PHOTOGRAPHING INTO THE SUN

 This photograph which was taken one hour before sunset exhibits typical lens flare that causes artifacts usually in the shape of the iris. Lens flare is more common when using a zoom lens. ISO 200, f11 @ 1/500, with a Nikon 70-200 2.8 at 200mm.

This photograph which was taken one hour before sunset exhibits typical lens flare that causes artifacts usually in the shape of the iris. Lens flare is more common when using a zoom lens. ISO 200, f11 @ 1/500, with a Nikon 70-200 2.8 at 200mm.

Light is the key to photography and as we continue to chase that light, more often than not we find ourselves out during the golden hour; that wonderful time around sunrise and sunset. However, after it has risen or while waiting for it to set, we rarely point our cameras in the direction of the sun and that's a shame.  

During two recent visits to Shenandoah National Park, I found myself embracing the idea of pointing my camera into the sun and came away with some beautiful results. 

 This photograph was taken one hour after sunrise from high above the valley backlit by the sun. The light shining through the early morning fog gives this image a soft, ethereal feel. ISO 200, f22 @ 1/400 with an Nikon 80-400 4.5/5.6 at 400mm.

This photograph was taken one hour after sunrise from high above the valley backlit by the sun. The light shining through the early morning fog gives this image a soft, ethereal feel. ISO 200, f22 @ 1/400 with an Nikon 80-400 4.5/5.6 at 400mm.
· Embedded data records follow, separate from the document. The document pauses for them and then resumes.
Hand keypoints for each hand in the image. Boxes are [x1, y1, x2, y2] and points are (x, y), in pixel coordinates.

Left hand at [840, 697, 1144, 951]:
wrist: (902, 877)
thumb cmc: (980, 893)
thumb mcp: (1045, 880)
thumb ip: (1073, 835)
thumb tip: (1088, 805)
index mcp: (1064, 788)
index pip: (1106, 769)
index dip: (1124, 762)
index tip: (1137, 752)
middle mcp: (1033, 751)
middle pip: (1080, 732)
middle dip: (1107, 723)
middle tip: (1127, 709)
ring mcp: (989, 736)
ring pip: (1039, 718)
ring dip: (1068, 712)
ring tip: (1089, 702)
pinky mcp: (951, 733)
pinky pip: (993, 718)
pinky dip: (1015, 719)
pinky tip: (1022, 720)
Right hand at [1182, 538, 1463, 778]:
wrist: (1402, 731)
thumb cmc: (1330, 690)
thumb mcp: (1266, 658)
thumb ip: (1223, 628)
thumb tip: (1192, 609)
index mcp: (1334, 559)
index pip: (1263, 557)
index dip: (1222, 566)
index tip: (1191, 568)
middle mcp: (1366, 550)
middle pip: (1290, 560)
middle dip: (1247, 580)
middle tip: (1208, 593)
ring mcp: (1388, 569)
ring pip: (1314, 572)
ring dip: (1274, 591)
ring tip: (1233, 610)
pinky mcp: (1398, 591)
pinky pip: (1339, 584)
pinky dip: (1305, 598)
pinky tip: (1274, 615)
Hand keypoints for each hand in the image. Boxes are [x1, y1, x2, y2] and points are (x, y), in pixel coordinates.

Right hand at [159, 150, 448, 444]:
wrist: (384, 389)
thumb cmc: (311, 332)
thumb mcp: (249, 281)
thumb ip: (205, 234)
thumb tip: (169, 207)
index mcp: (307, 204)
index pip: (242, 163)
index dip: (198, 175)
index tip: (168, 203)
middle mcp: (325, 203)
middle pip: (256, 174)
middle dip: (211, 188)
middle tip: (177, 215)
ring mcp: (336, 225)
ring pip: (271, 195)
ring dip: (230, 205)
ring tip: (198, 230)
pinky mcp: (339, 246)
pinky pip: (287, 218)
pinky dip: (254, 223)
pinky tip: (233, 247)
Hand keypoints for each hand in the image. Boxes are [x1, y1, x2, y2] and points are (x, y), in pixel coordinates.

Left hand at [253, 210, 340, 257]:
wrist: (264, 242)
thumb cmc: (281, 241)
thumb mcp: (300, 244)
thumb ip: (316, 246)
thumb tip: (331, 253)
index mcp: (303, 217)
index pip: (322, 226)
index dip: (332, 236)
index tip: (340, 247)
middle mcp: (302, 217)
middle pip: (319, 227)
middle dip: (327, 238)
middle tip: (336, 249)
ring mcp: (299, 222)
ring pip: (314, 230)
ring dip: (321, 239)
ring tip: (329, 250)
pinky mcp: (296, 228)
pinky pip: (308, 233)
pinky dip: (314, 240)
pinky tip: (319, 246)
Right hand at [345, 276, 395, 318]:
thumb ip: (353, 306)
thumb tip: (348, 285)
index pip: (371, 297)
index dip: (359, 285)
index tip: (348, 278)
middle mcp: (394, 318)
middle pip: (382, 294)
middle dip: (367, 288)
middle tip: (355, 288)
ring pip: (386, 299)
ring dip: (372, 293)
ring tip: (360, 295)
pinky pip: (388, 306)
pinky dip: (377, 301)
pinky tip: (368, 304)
One reason, of course, you might avoid shooting in the direction of the sun is lens-flare, but perhaps that is the exact reason you should keep shooting. Traditional we have been told that lens-flare is a mistake, something to avoid, but more and more I'm seeing it used as an artistic effect. I believe it can add an authenticity to a photograph, almost like you did make a mistake, as if you suddenly turned around, grabbed your camera and fired off a frame.

Another reason that you might avoid shooting in the direction of the sun is that it tends to produce flat, monochromatic images. However, it is just that lack of contrast that can give a photograph an otherworldly or ethereal feeling. A sense of being overexposed, but in a good way. 

 The sun, just out of the frame at right one half hour before sunset produced this unexpected pinkish hue. Shooting into the light can often result in flat, monochromatic images. ISO 200, f4.5 @ 1/80, with a Nikon 300 2.8.

The sun, just out of the frame at right one half hour before sunset produced this unexpected pinkish hue. Shooting into the light can often result in flat, monochromatic images. ISO 200, f4.5 @ 1/80, with a Nikon 300 2.8.

Don't get me wrong, sometimes lens-flare and flat imagery is not desired, otherwise we could all throw away our lens shades and only purchase inexpensive zoom lenses and place cheap filters on them. 

Keep in mind a few things when shooting into the sun. Use live view instead of looking through your DSLR camera, especially with a long lens. Set your camera to manual mode, both exposure and focus, so you control the effect, otherwise the camera will try to compensate for your "mistake."  

So the next time you are waiting for the sun to set or turning your attention elsewhere after the sun has risen, keep shooting. And if you quickly dismiss a photo because of lens-flare while editing, go back and take another look, you might be surprised.